On November 3, New York City reached an agreement with the New York Taxi Workers Alliance (NYTWA), the union fighting to relieve drivers of thousands of dollars in debt they owe for medallions, the physical permits to operate taxis. According to the NYTWA, the average debt owed on medallions by taxi drivers is $600,000.
“Today marks a new dawn, a new beginning for a workforce that has struggled through so much crisis and loss,” said Bhairavi Desai, Executive Director of NYTWA, in a statement. “Today, we can say owner-drivers have won real debt relief and can begin to get their lives back. Drivers will no longer be at risk of losing their homes, and no longer be held captive to debt beyond their lifetime.”
Zohran Kwame Mamdani, a New York State Assemblymember representing the diverse borough of Queens, participated in the 15-day hunger strike as an act of solidarity with the taxi drivers, many of whom live in his district. On day 12 of the hunger strike, Mamdani shared the words of Douglas Schiffer, a taxi driver who ended his own life due to the financial stress he endured while in debt.
“Wake up and resist,” Mamdani read. “I hope with this public sacrifice I make now that some attention to the plight of drivers will be made to save them and it will not be done in vain.”
Today is the 12th day of our hunger strike.
271 hours without food.
To commemorate this moment, I read from Doug Schifter’s last words before he took his life bc of this crisis.
They broke my heart.
We strike in honor of his memory & in honor of the drivers still with us. pic.twitter.com/4Im65lGoIS
— Zohran Kwame Mamdani (@ZohranKMamdani) October 31, 2021
A 2019 New York Times investigation revealed that at least nine taxi drivers faced the same fate and took their own lives due to crushing debt.
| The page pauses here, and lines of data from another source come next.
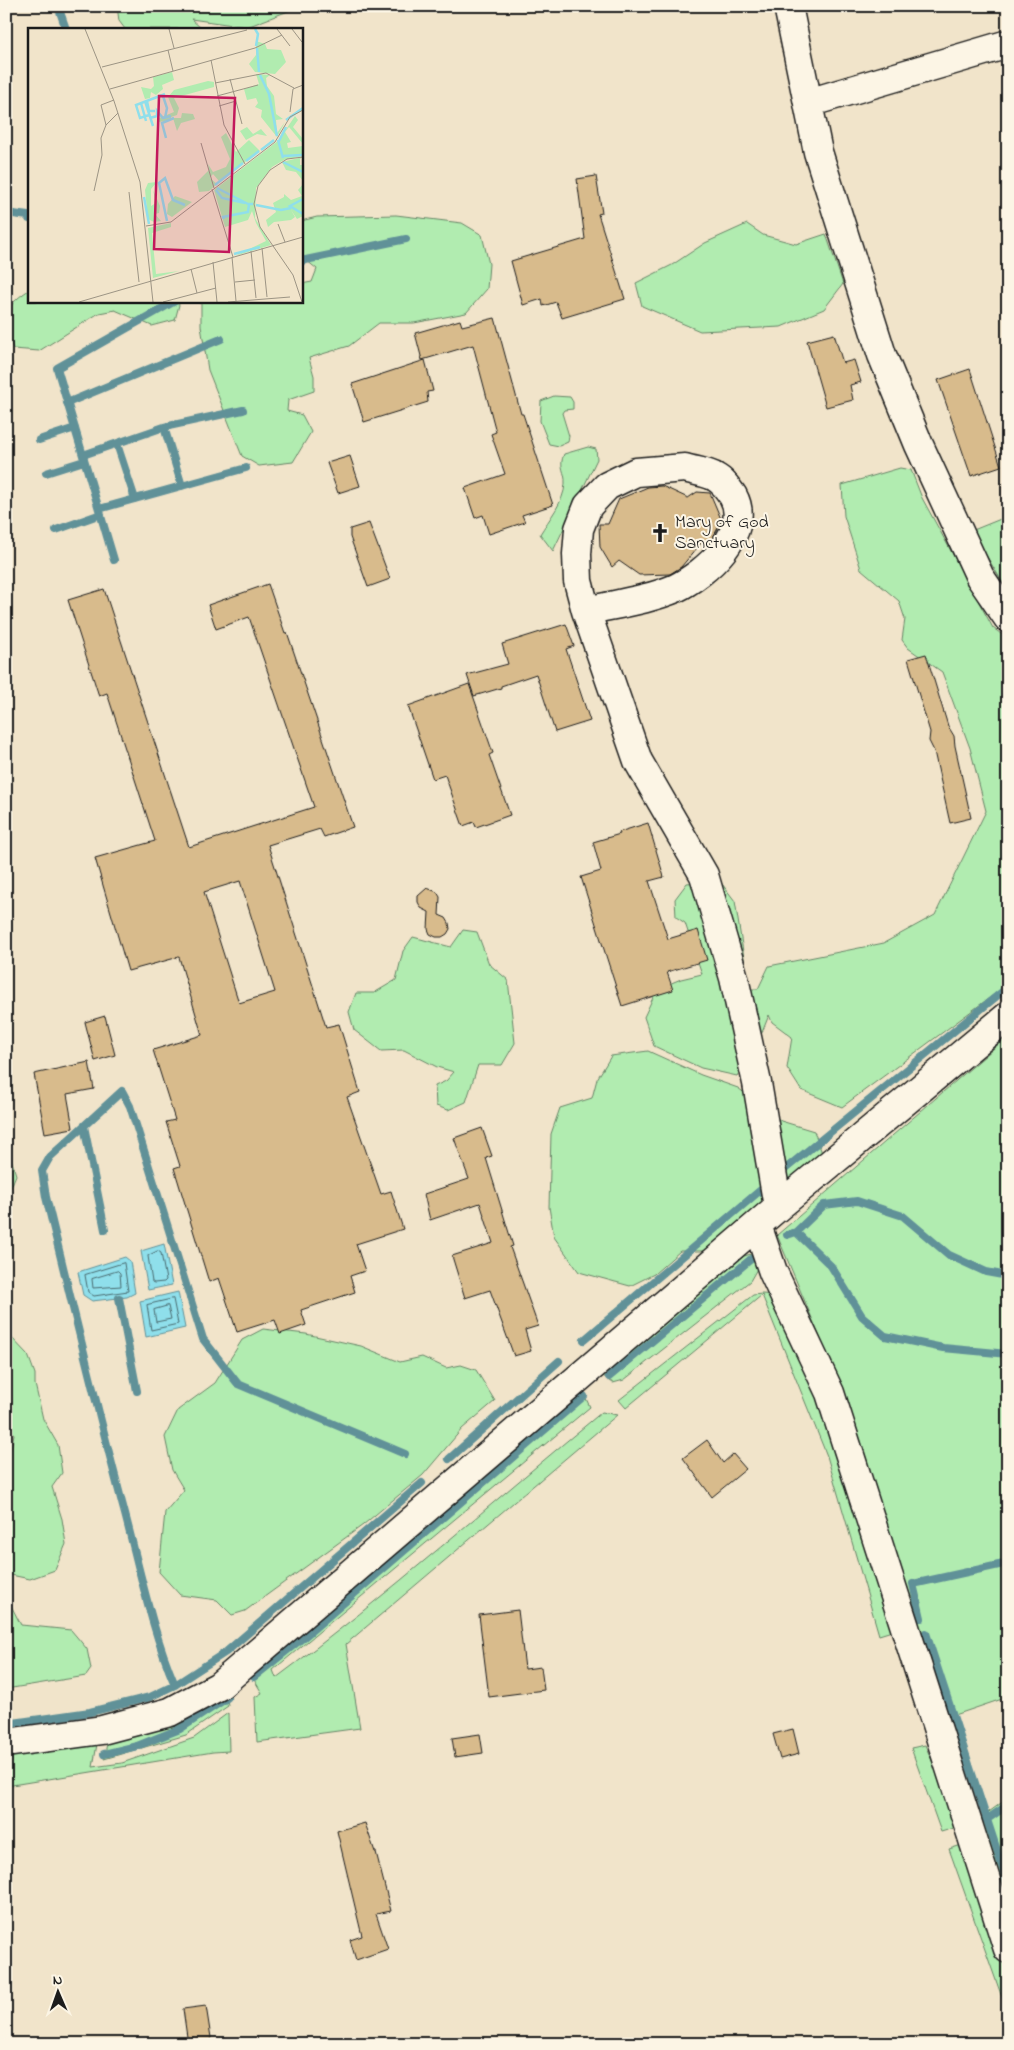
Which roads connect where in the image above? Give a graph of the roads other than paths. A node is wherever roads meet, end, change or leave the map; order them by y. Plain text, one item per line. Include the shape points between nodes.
1 (788, 6) edge
2 (1008, 44) edge
3 (808, 103) junction
4 (586, 611) junction
5 (1008, 618) edge
6 (1008, 1016) edge
7 (778, 1207) junction
8 (757, 1225) junction
9 (6, 1743) edge
10 (1008, 1949) edge

1 - 3 street
2 - 3 street
3 - 5 street via 818,152 889,373 980,577
4 - 4 street via 675,588 708,567 732,536 737,522 737,504 728,488 714,476 685,468 636,472 607,486 588,506 580,529 578,581
4 - 7 street via 638,761 704,875 734,978 757,1083
6 - 7 street
7 - 8 street
8 - 9 street via 219,1686 170,1712 102,1730
8 - 10 street via 773,1272 830,1393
One of those drivers was Kenny Chow, an immigrant from Myanmar who took out a $700,000 loan to purchase a medallion. His brother Richard Chow, also a taxi driver with hundreds of thousands in medallion debt, participated in the 15-day hunger strike in his memory.
“Finally, we made history, and I’m very proud,” Chow told The City. “I’d like to see my brother alive. If it were three years ago, my brother would be here for this celebration.”
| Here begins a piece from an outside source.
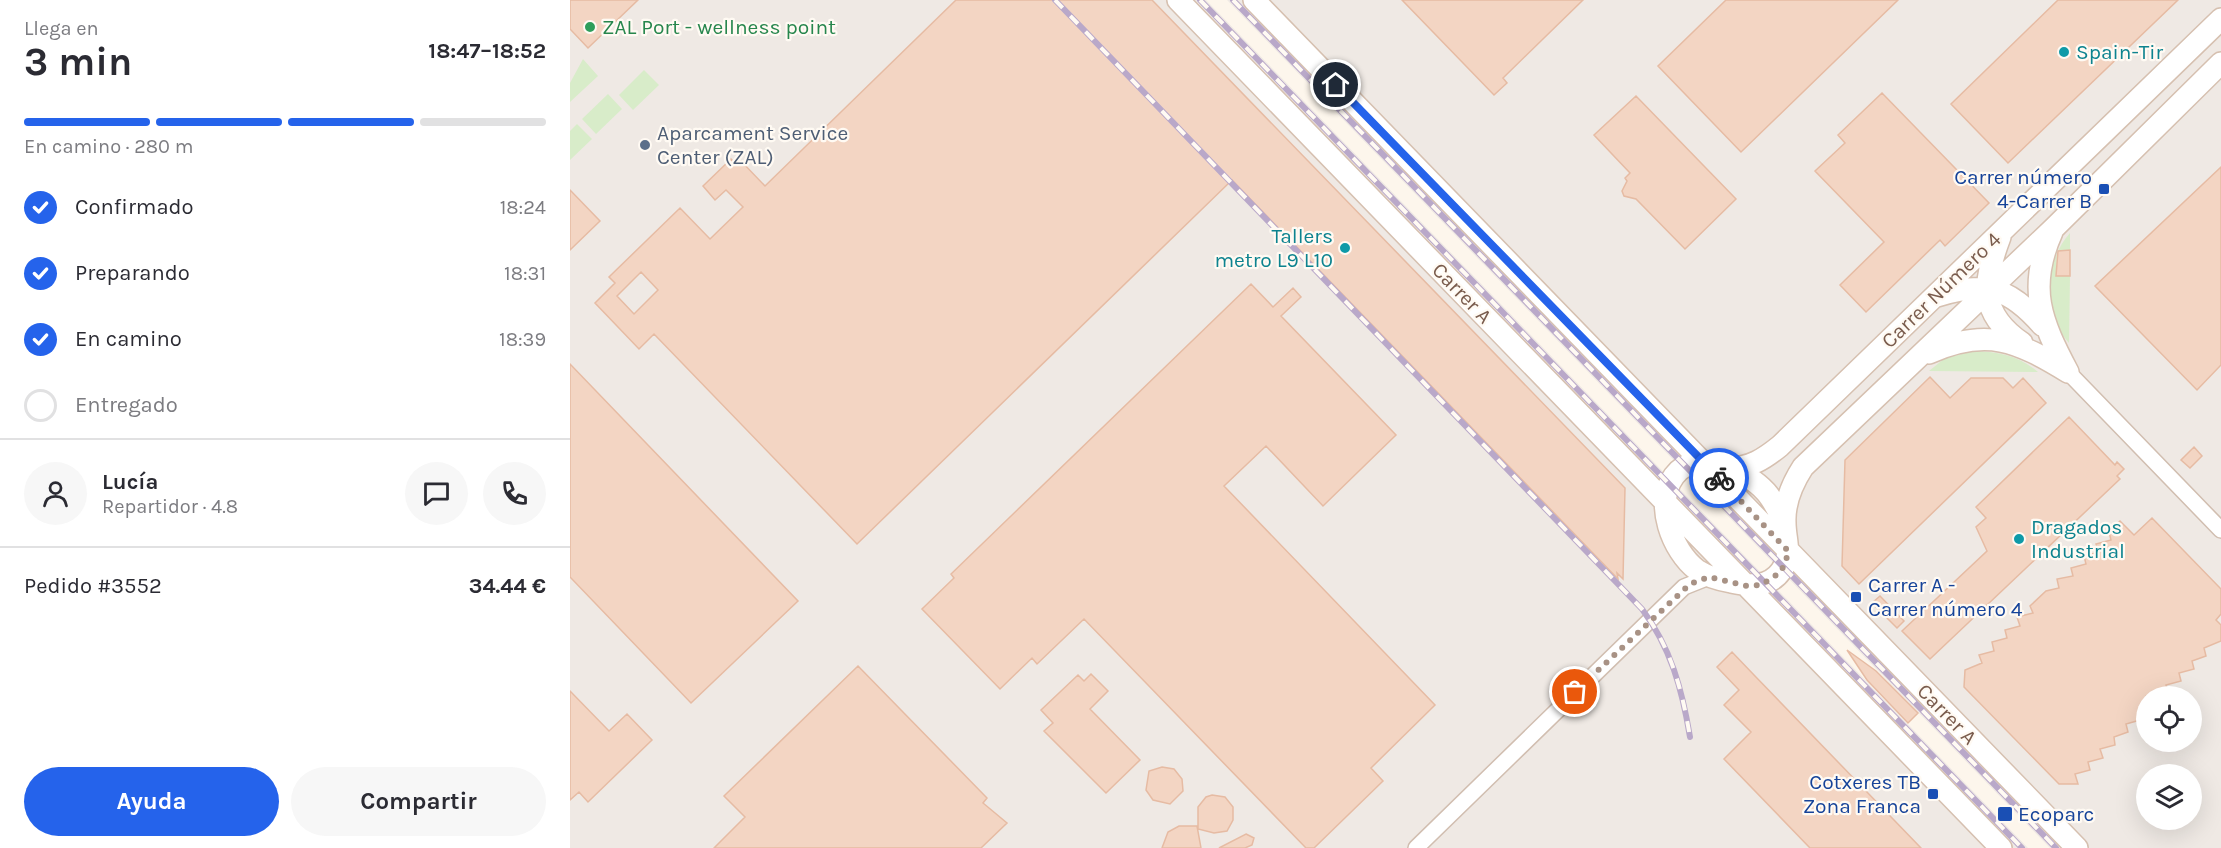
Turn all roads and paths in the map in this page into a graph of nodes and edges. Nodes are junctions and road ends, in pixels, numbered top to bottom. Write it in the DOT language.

New York City taxi drivers — 94 percent of whom are immigrants — took out hundreds of thousands of dollars in loans to cover the cost of taxi medallions because they viewed it as a ticket to the middle class in the United States. In 2004, the average taxi medallion cost was $200,000 but by 2014, then-Mayor Michael Bloomberg inflated the price of medallions by over 500 percent to $1 million in order to raise revenue. But in 2015, as unregulated ride-sharing apps like Uber and Lyft skyrocketed in popularity, cab revenues declined by 36 percent, dropping the value of medallions to just $80,000, and leaving tax drivers saddled with debt and trapped in predatory lending agreements.
The agreement reached between the city, the taxi drivers union, and Marblegate Asset Management — a private equity firm that is the largest holder of medallion loans — will restructure the crushing debt for thousands of taxi drivers. The terms of the restructure would limit loans to a maximum of $200,000, which then decreases to $170,000 with a grant from the city of $30,000. The interest rate will be capped at 5 percent over a 20-year term, which will amount to monthly payments of $1,122.
The NYTWA is hopeful that this organizing victory has mapped out a way to curb predatory debt, so long as there is both funding and political will.